Dover Green

Evocative, historic landscapes such as the Dover Green help to tell the Underground Railroad story. Three buildings on its eastern edge were directly associated with important legal actions related to enslavement. In the Old State House, built in 1792, the abolition of slavery was often debated and defeated. Petitions to relax the “Black codes” that restricted the lives of free Black citizens were read and ignored here. It was also the site of trials of freedom seekers and those accused of aiding them. The Kent County jail held the accused. Bounty hunters also used the jail to deposit captured freedom seekers as they prepared to return them to enslavement. Accused Underground Railroad agent, Samuel D. Burris, a free Black blacksmith, spent months in the jail, and was tried and convicted by the Kent County Court of General Sessions (held in the Statehouse) in 1847. The “Dover Eight,” freedom seekers from Harriet Tubman’s home area, were betrayed for a bounty at the Dover jail by a Black agent in 1857, but managed to break out and eventually find their way to Wilmington and Pennsylvania.

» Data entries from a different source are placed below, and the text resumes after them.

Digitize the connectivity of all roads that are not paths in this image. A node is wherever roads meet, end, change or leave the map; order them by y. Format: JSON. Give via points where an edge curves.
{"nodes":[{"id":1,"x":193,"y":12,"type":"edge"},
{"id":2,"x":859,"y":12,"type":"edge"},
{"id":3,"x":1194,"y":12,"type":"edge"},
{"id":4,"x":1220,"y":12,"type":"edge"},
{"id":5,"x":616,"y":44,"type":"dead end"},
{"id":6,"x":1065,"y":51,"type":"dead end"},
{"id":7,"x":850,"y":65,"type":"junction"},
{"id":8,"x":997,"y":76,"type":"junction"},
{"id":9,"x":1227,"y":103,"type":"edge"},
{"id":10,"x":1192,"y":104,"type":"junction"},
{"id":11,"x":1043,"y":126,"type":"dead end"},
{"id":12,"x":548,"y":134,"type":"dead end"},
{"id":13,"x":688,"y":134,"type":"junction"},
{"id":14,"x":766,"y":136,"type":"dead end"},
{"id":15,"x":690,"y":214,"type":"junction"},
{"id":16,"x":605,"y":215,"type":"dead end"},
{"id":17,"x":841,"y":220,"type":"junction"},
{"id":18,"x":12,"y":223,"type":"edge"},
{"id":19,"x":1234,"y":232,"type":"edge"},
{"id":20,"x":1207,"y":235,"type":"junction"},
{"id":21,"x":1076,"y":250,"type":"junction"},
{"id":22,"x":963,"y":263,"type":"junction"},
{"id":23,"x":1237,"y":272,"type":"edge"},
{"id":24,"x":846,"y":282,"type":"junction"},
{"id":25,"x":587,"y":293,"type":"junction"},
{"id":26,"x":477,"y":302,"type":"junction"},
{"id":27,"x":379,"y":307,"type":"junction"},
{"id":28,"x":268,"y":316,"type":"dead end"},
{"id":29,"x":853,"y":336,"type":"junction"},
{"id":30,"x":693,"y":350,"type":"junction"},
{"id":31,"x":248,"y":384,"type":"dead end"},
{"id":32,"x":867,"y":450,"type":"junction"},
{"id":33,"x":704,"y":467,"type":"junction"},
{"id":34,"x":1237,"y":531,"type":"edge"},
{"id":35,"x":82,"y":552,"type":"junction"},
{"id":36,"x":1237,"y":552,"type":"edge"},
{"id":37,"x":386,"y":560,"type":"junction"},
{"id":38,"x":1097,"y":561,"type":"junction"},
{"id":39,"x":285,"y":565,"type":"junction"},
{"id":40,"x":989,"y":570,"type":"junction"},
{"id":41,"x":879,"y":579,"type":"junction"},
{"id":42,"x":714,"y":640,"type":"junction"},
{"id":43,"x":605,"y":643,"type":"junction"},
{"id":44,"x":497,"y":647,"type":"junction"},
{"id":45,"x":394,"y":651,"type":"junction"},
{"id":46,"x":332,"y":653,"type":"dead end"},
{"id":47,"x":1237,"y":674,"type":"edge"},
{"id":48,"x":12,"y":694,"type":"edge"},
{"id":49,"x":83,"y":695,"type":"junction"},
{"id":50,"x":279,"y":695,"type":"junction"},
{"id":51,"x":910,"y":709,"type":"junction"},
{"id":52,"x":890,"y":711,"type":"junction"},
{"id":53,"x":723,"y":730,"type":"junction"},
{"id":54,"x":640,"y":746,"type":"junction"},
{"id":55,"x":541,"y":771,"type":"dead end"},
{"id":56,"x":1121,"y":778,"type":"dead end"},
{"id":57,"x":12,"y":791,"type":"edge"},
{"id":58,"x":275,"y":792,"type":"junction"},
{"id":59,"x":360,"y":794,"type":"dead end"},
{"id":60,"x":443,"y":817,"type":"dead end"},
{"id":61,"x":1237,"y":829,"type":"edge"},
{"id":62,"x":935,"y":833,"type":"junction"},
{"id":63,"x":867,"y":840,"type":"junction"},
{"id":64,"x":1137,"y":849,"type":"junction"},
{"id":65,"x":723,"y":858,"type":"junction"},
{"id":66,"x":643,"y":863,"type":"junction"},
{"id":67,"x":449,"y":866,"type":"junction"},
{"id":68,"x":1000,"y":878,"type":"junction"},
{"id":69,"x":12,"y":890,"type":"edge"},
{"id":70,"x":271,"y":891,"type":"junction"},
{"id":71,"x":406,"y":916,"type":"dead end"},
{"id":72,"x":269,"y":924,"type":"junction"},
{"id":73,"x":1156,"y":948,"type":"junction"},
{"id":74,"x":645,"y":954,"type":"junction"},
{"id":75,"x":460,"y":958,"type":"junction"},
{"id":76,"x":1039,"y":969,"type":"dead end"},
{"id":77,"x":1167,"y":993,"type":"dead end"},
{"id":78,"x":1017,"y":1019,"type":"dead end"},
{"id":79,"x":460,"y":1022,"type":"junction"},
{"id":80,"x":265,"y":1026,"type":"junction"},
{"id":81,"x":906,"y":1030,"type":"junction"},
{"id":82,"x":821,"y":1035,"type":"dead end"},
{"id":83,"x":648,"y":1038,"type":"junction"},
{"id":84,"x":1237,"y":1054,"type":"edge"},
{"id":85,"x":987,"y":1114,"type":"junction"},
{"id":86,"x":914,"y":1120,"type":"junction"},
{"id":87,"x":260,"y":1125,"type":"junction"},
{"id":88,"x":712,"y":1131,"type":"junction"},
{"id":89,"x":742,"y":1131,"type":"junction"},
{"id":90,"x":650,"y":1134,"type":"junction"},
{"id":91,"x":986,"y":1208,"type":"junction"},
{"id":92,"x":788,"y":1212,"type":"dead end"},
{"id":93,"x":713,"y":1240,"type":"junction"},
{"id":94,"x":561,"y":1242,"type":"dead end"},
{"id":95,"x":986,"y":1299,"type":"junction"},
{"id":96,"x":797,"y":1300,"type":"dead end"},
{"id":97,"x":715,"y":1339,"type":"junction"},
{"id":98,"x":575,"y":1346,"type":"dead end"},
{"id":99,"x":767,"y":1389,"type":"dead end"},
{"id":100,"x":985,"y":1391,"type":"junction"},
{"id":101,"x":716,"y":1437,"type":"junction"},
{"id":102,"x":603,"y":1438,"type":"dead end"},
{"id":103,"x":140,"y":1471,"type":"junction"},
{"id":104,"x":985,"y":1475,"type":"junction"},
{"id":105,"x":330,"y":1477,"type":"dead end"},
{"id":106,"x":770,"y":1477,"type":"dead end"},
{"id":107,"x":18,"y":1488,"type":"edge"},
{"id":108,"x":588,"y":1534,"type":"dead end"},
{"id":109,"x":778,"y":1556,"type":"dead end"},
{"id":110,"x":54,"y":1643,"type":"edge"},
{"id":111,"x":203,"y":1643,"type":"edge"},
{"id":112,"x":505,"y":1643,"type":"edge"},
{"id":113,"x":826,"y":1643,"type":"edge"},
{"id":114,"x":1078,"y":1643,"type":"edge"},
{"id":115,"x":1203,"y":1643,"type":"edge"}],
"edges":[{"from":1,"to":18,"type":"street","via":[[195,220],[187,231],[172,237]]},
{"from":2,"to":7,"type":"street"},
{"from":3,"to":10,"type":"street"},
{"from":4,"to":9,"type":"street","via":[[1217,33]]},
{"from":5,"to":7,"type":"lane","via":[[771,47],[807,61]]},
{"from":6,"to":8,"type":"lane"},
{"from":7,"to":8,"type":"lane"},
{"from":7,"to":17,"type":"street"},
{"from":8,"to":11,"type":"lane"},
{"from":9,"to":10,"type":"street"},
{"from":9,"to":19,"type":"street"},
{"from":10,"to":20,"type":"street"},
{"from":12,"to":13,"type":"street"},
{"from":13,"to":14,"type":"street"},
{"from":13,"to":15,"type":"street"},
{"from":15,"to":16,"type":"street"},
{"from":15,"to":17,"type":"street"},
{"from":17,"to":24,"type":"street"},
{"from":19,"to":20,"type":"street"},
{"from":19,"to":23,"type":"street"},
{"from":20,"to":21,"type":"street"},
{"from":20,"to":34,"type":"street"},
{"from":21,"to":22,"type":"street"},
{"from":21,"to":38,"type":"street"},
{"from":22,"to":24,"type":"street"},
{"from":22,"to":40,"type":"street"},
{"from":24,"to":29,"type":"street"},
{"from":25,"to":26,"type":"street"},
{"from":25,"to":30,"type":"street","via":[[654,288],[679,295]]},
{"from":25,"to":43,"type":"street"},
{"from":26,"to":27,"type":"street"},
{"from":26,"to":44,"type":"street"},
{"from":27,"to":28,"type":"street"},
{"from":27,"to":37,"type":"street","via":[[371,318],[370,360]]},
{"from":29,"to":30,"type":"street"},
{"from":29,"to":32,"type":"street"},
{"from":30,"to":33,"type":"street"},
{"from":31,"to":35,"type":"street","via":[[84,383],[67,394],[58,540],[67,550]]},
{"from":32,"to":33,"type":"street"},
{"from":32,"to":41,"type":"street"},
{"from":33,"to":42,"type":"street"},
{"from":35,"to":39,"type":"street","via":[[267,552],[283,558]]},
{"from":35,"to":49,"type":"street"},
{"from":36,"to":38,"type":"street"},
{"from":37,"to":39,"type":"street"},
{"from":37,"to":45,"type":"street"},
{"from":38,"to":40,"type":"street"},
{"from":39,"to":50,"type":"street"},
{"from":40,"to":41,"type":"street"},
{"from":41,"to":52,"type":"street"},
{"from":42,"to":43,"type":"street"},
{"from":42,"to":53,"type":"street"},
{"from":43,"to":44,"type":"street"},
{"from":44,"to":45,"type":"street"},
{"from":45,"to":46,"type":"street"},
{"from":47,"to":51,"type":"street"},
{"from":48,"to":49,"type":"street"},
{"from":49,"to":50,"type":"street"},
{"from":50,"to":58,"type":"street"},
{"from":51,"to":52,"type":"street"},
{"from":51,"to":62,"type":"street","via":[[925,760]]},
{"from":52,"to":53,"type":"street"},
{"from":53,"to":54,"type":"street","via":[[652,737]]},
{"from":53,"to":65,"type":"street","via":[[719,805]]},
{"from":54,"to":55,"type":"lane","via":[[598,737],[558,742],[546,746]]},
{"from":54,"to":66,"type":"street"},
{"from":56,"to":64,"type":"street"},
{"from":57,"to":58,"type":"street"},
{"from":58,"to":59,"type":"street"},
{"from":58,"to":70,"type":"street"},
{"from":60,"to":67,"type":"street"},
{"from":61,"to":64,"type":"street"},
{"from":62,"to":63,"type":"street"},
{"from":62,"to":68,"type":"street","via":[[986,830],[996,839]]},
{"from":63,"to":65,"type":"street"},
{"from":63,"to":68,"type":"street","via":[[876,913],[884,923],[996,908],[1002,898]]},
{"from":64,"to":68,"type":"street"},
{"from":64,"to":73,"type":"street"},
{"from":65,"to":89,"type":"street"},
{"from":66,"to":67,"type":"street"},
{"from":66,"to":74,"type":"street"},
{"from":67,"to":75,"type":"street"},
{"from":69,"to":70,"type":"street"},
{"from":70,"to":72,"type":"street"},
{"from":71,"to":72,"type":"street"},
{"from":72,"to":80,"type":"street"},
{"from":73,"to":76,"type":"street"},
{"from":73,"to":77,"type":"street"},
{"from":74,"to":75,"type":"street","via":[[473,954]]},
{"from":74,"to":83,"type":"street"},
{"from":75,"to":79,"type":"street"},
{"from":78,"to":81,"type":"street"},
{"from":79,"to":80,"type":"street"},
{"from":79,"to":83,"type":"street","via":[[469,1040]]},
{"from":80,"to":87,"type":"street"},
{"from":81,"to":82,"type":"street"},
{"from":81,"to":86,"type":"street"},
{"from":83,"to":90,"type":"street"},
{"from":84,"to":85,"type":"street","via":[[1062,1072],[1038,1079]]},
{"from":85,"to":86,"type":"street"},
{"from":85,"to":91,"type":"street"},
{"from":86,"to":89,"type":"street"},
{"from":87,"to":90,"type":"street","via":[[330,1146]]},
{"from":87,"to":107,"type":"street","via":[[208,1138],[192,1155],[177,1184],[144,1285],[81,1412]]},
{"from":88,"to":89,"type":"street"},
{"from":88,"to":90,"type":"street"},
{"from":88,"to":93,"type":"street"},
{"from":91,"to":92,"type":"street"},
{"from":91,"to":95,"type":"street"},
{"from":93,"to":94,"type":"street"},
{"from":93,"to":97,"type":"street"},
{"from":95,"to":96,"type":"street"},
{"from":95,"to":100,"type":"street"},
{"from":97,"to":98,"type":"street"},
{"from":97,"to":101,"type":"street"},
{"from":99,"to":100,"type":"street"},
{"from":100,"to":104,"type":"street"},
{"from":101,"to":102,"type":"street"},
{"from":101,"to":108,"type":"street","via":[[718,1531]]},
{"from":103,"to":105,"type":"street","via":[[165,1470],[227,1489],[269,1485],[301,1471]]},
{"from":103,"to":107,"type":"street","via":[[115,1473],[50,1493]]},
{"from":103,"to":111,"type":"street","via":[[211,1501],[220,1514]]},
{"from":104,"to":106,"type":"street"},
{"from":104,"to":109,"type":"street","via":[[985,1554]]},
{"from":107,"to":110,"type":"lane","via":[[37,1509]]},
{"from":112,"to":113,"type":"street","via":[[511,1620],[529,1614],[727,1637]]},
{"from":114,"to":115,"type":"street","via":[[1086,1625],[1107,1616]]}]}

Established as a court town for Kent County in 1683, Dover was planned by William Penn around a central public square, which later became The Green. It grew to be the central public space in Delaware when the state capital moved to Dover in 1771. In 1846, The Green was redesigned to be an open, park-like setting with tall trees enclosed by building facades, generally as it appears today. Although buildings were constructed or remodeled in the decades after the Civil War, the northeastern corner, with buildings dating to the 18th century and through the 1850s, is particularly evocative of the Underground Railroad period.

Dover Green is listed in the National Register of Historic Places, highlighting 79 buildings. It is also featured in the multi-location First State National Historical Park.